WORK ITEM: Exact copy, no pictures: restate each entry below word for word.

INFORMATION:
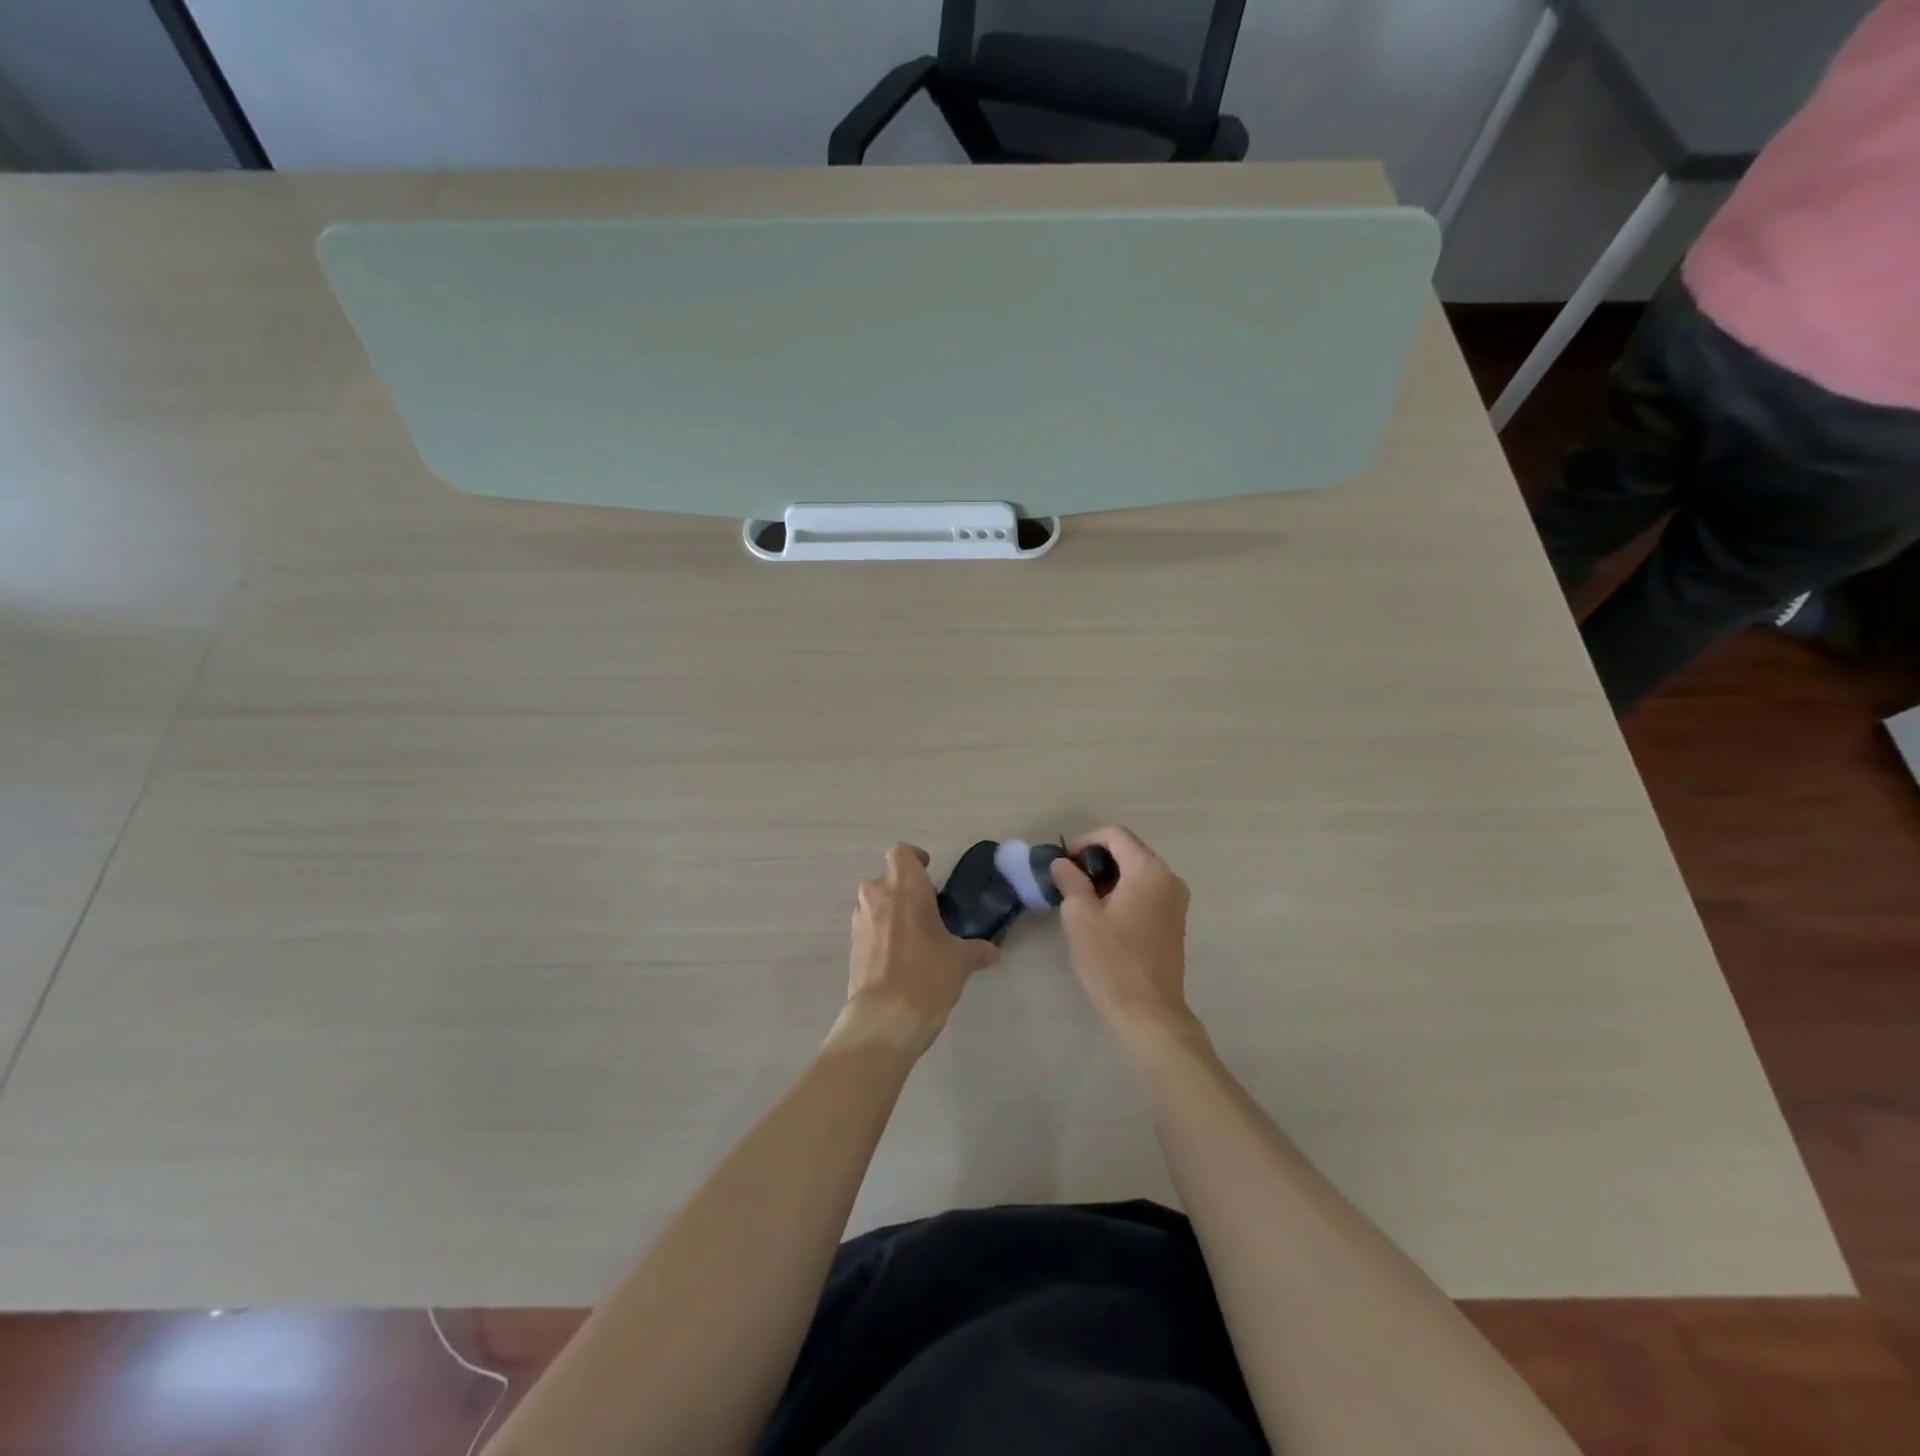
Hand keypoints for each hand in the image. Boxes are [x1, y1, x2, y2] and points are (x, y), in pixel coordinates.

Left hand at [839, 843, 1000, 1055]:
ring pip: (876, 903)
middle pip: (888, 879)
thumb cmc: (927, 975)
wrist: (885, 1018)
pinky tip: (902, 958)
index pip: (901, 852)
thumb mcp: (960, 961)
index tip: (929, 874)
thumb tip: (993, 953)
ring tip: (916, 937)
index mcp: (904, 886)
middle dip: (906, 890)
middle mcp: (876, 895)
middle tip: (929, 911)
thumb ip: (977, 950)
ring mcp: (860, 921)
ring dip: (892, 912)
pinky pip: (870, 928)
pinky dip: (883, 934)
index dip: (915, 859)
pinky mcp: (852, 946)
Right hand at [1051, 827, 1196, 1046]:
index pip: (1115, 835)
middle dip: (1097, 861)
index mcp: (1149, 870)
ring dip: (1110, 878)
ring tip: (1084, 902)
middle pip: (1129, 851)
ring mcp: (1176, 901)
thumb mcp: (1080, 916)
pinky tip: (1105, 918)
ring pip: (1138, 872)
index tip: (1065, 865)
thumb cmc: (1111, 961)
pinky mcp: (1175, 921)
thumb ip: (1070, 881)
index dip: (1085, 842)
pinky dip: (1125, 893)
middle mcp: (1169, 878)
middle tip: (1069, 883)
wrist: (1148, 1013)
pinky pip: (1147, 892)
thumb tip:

RESPONSE TO THIS TASK:
Hand keypoints for each hand in the image. Boxes are [x1, y1, x2, y2] and points are (x, y), in pixel coordinates.

Left hand at [839, 843, 1000, 1055]:
ring pip: (876, 903)
middle pip: (888, 879)
thumb cmc: (927, 975)
wrist: (885, 1018)
pinky tip: (902, 958)
index pip: (901, 852)
thumb mcp: (960, 961)
index tip: (929, 874)
thumb tip: (993, 953)
ring tip: (916, 937)
index mcp: (904, 886)
middle dip: (906, 890)
middle mcp: (876, 895)
middle tip: (929, 911)
thumb ip: (977, 950)
ring mcp: (860, 921)
ring dip: (892, 912)
pinky pip: (870, 928)
pinky dip: (883, 934)
index dip: (915, 859)
pinky mcp: (852, 946)
Right hand at [1051, 827, 1196, 1046]:
index pip: (1115, 835)
middle dip: (1097, 861)
index mcp: (1149, 870)
ring dip: (1110, 878)
ring tip: (1084, 902)
middle pip: (1129, 851)
ring mcp: (1176, 901)
thumb mcp: (1080, 916)
pinky tip: (1105, 918)
ring pip: (1138, 872)
index tip: (1065, 865)
thumb cmc: (1111, 961)
pinky mcp: (1175, 921)
thumb ip: (1070, 881)
index dip: (1085, 842)
pinky dip: (1125, 893)
middle mcp: (1169, 878)
middle tip: (1069, 883)
wrist: (1148, 1013)
pinky pip: (1147, 892)
thumb tip:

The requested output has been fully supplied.